Australia’s housing markets are starting the new year on a strong footing after building momentum through the end of 2020, new figures show. CoreLogic’s national home value index rose 1.0 per cent in December, the third consecutive monthly rise following a 2.1 per cent drop between April and September. Perhaps unsurprisingly, given the year that 2020 was, a renewed interest in life away from the cities resulted in a boost to values in regional areas.
Nationally, home values finished the year 3.0 per cent higher. Regional values rose by 6.9 per cent while capital city values were up 2.0 per cent over the year. Around the country, every capital recorded positive growth in December. Brisbane, Adelaide and Perth values all rose by 1.1 per cent, while values lifted 0.7 per cent in Sydney and Hobart respectively, 1.0 per cent in Melbourne, 2.3 per cent in Darwin and 0.6 per cent in Canberra.

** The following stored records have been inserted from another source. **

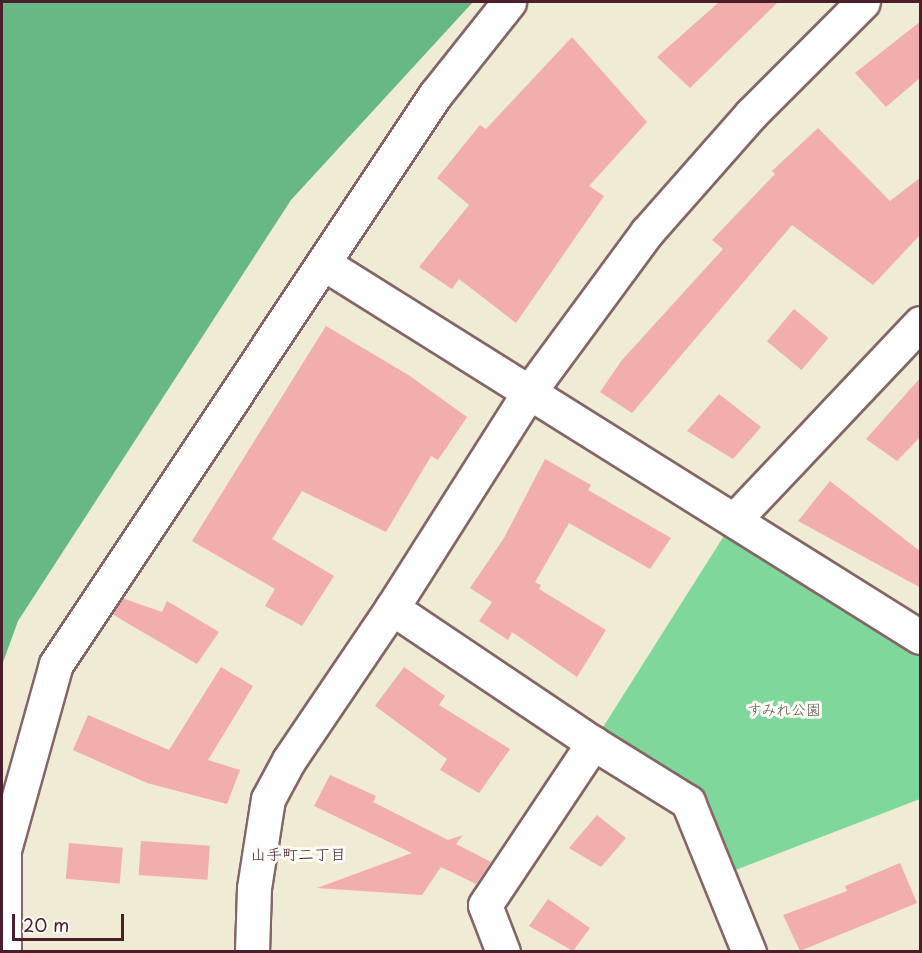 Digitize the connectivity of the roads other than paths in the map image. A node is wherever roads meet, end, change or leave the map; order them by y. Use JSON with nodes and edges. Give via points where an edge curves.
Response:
{"nodes":[{"id":1,"x":509,"y":2,"type":"edge"},
{"id":2,"x":862,"y":2,"type":"edge"},
{"id":3,"x":323,"y":263,"type":"junction"},
{"id":4,"x":921,"y":323,"type":"edge"},
{"id":5,"x":529,"y":392,"type":"junction"},
{"id":6,"x":734,"y":520,"type":"junction"},
{"id":7,"x":392,"y":608,"type":"junction"},
{"id":8,"x":921,"y":637,"type":"edge"},
{"id":9,"x":593,"y":743,"type":"junction"},
{"id":10,"x":4,"y":951,"type":"edge"},
{"id":11,"x":252,"y":951,"type":"edge"},
{"id":12,"x":503,"y":951,"type":"edge"},
{"id":13,"x":749,"y":951,"type":"edge"}],
"edges":[{"from":1,"to":3,"type":"street","via":[[435,95]]},
{"from":2,"to":5,"type":"street","via":[[751,114],[647,232]]},
{"from":3,"to":5,"type":"street"},
{"from":3,"to":10,"type":"street","via":[[56,664],[4,850]]},
{"from":4,"to":6,"type":"street"},
{"from":5,"to":6,"type":"street"},
{"from":5,"to":7,"type":"street"},
{"from":6,"to":8,"type":"street"},
{"from":7,"to":9,"type":"street"},
{"from":7,"to":11,"type":"street","via":[[289,760],[268,799],[254,888]]},
{"from":9,"to":12,"type":"street","via":[[485,905]]},
{"from":9,"to":13,"type":"street","via":[[688,802]]}]} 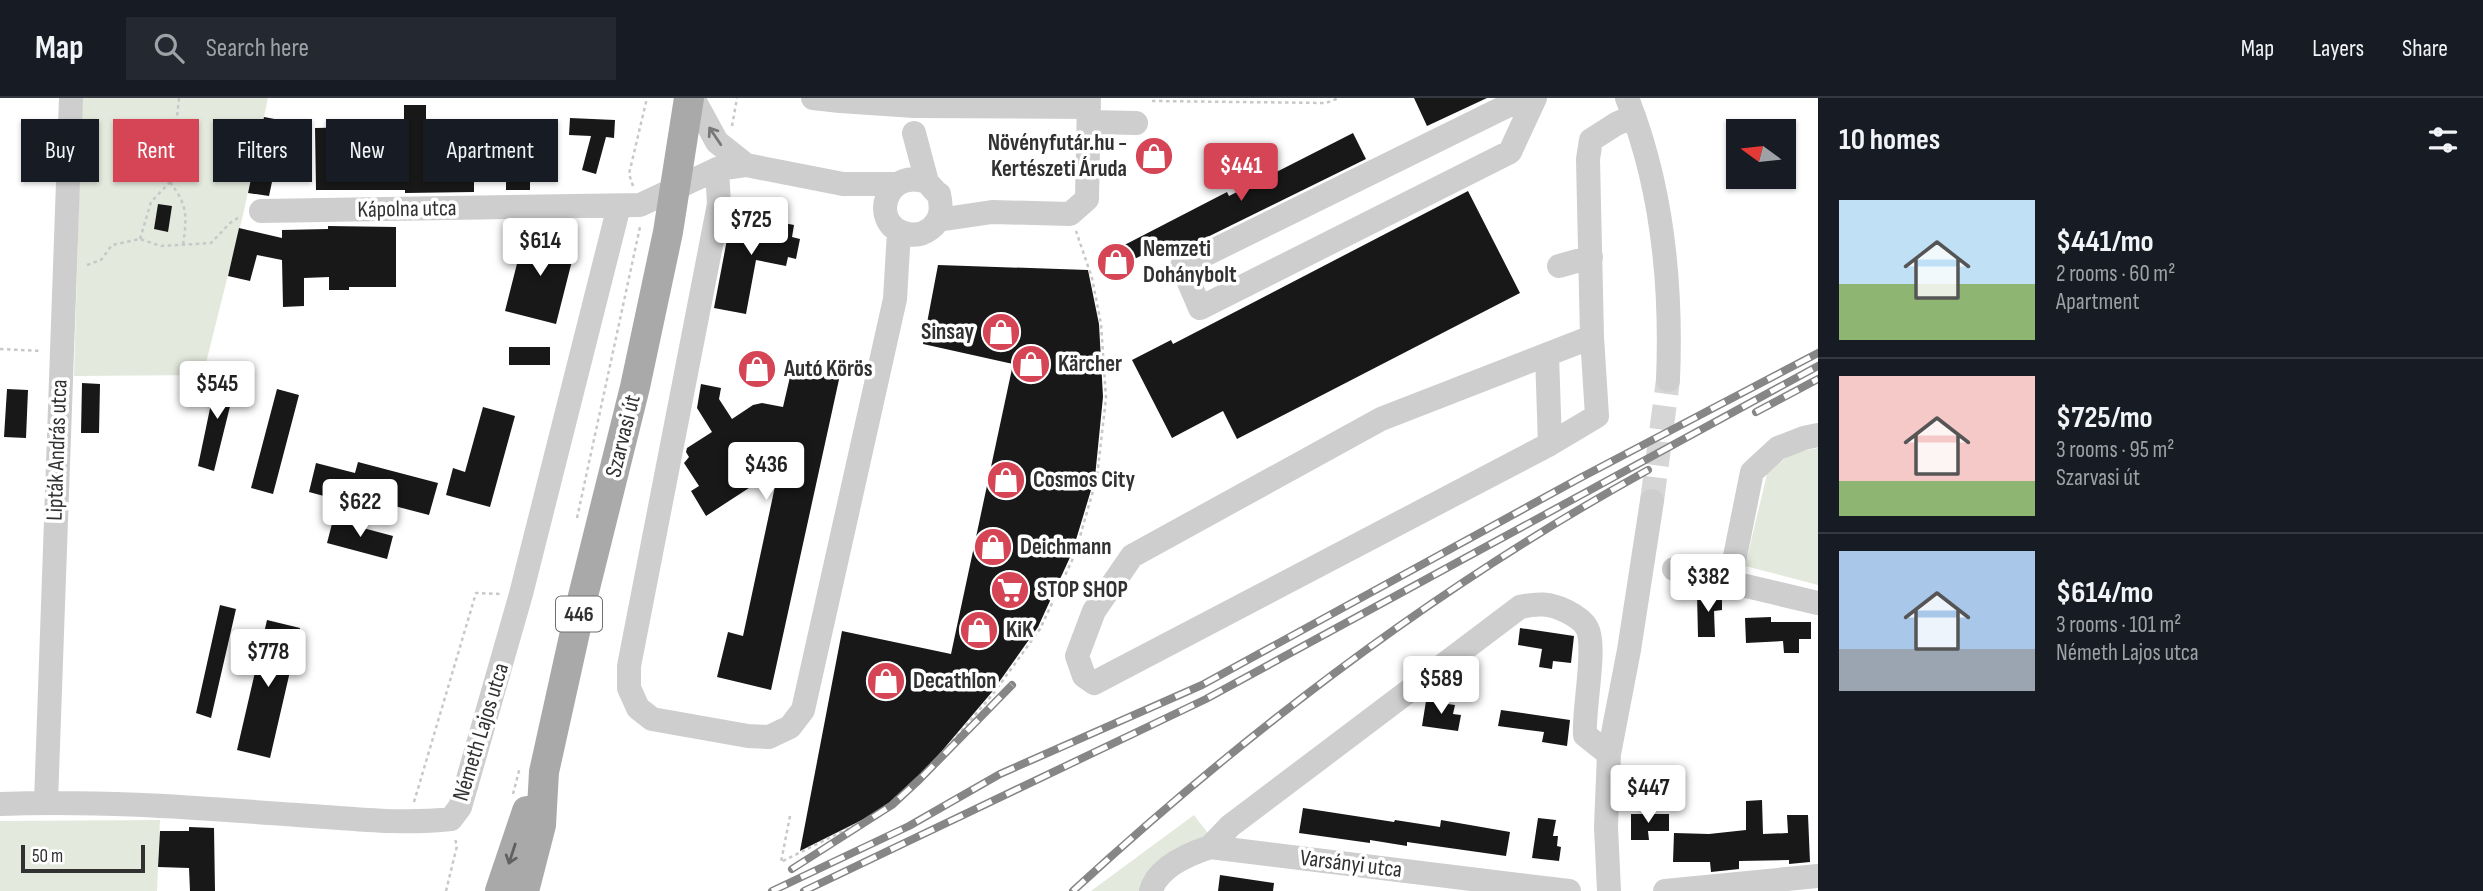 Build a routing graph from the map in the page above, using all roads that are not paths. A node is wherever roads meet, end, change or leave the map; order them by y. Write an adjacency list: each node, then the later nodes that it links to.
1 (71, 98): 32 (street, Lipták András utca)
2 (691, 98): 11 (street, one-way to 2); 13 (main road, Szarvasi út / 446)
3 (813, 98): 6 (street)
4 (1523, 98): 5 (street)
5 (1535, 98)
6 (840, 99): 7 (street)
7 (914, 102): 9 (street); 14 (street)
8 (1630, 107): 19 (street); 23 (street)
9 (1089, 109): 10 (street); 17 (street)
10 (1136, 123)
11 (746, 166): 12 (street, Kápolna utca); 14 (street)
12 (717, 169): 13 (street, Kápolna utca); 18 (street)
13 (675, 187): 15 (street, Kápolna utca); 31 (main road, Szarvasi út / 446)
14 (911, 189): 17 (street); 18 (street); 18 (street)
15 (629, 205): 16 (street, Kápolna utca); 32 (street, Németh Lajos utca)
16 (261, 211)
17 (992, 212): 18 (street)
18 (919, 228)
19 (1591, 257): 20 (street); 21 (street)
20 (1559, 266)
21 (1592, 337): 22 (street); 25 (street)
22 (1547, 355): 25 (street); 25 (street)
23 (1668, 380)
24 (1818, 435): 28 (street)
25 (1550, 444)
26 (1652, 501): 30 (street)
27 (1674, 569): 28 (street)
28 (1730, 581): 29 (street)
29 (1818, 603)
30 (1609, 754): 34 (street); 40 (street)
31 (533, 765): 36 (main road, Szarvasi út / 446, one-way to 36); 37 (main road, Szarvasi út / 446)
32 (46, 802): 33 (street, Németh Lajos utca)
33 (0, 804)
34 (1210, 847): 38 (street); 39 (street, Varsányi utca)
35 (1818, 876): 41 (street)
36 (500, 891)
37 (524, 891)
38 (1151, 891)
39 (1569, 891)
40 (1609, 891)
41 (1665, 891) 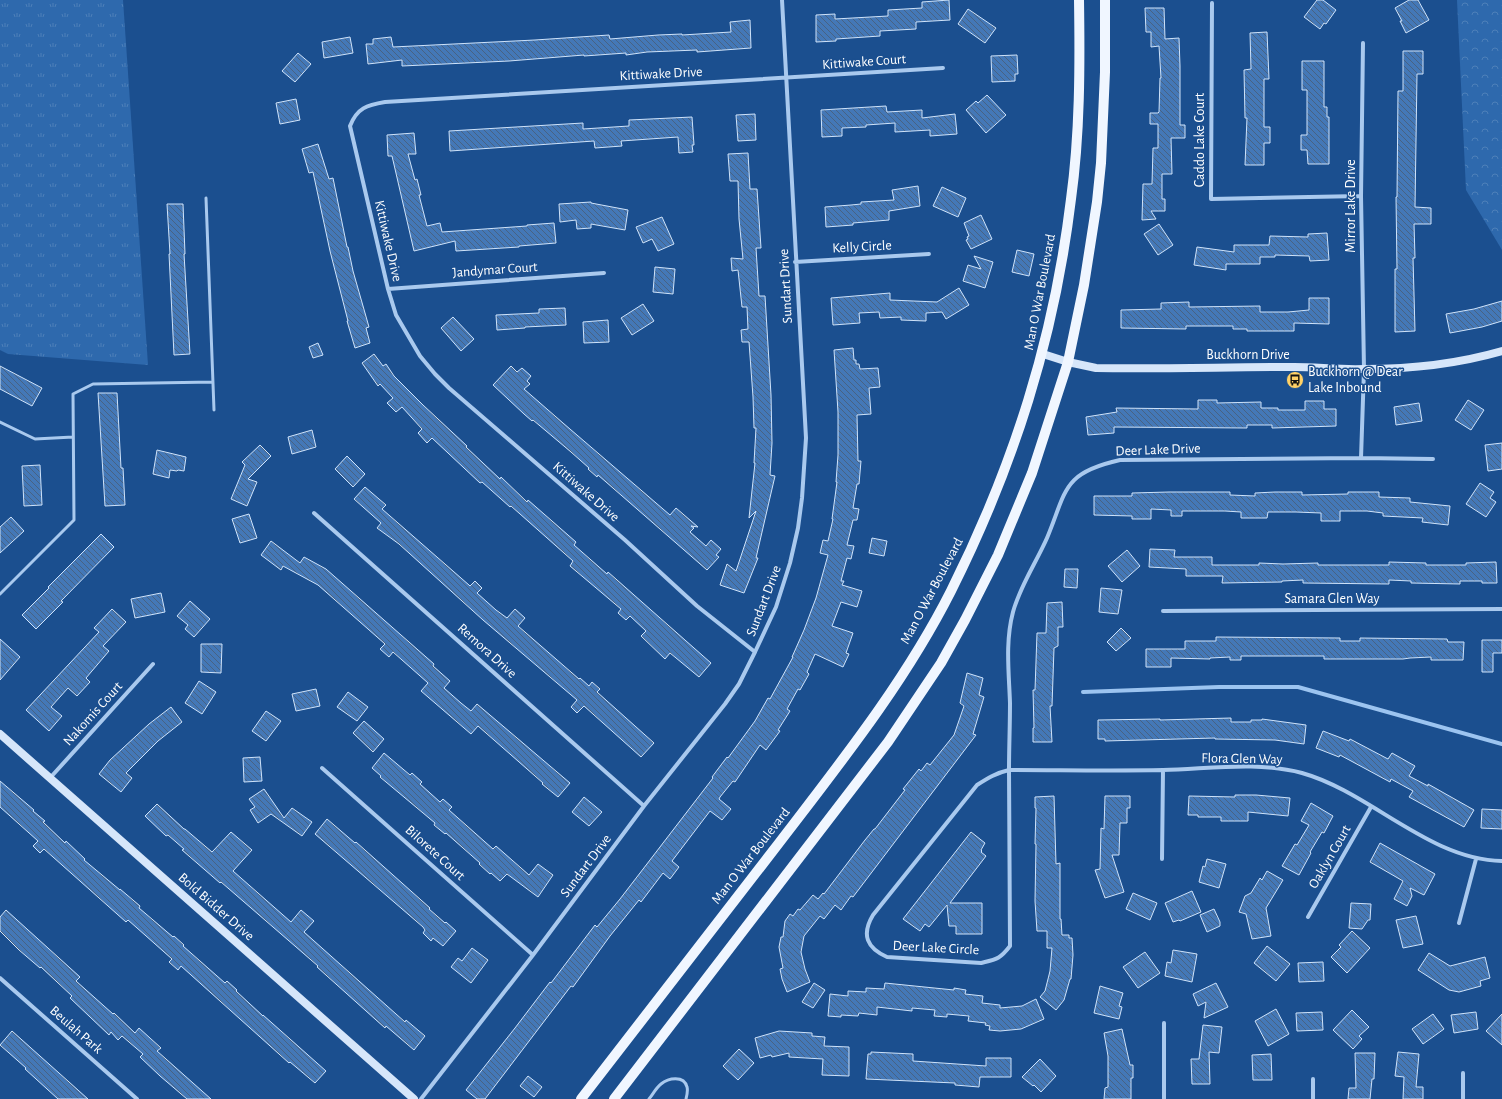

CoreLogic research director Tim Lawless said the year was characterised by just a mild dip in values, but unprecedented volatility in the transaction space. “The number of residential property sales plummeted by 40 per cent through March and April but finished the year with almost 8 per cent more sales relative to a year ago as buyer numbers surged through the second half of the year. Despite the volatility, housing values showed remarkable resilience, falling by only 2.1 per cent before rebounding with strength throughout the final quarter of 2020.”
Lawless suggested that, in retrospect, the rebound in housing market activity and dwelling values is unsurprising given the rapid and substantial monetary and fiscal response from the Government and policy makers. “Record low interest rates played a key role in supporting housing market activity, along with a spectacular rise in consumer confidence as COVID-related restrictions were lifted and forecasts for economic conditions turned out to be overly pessimistic.”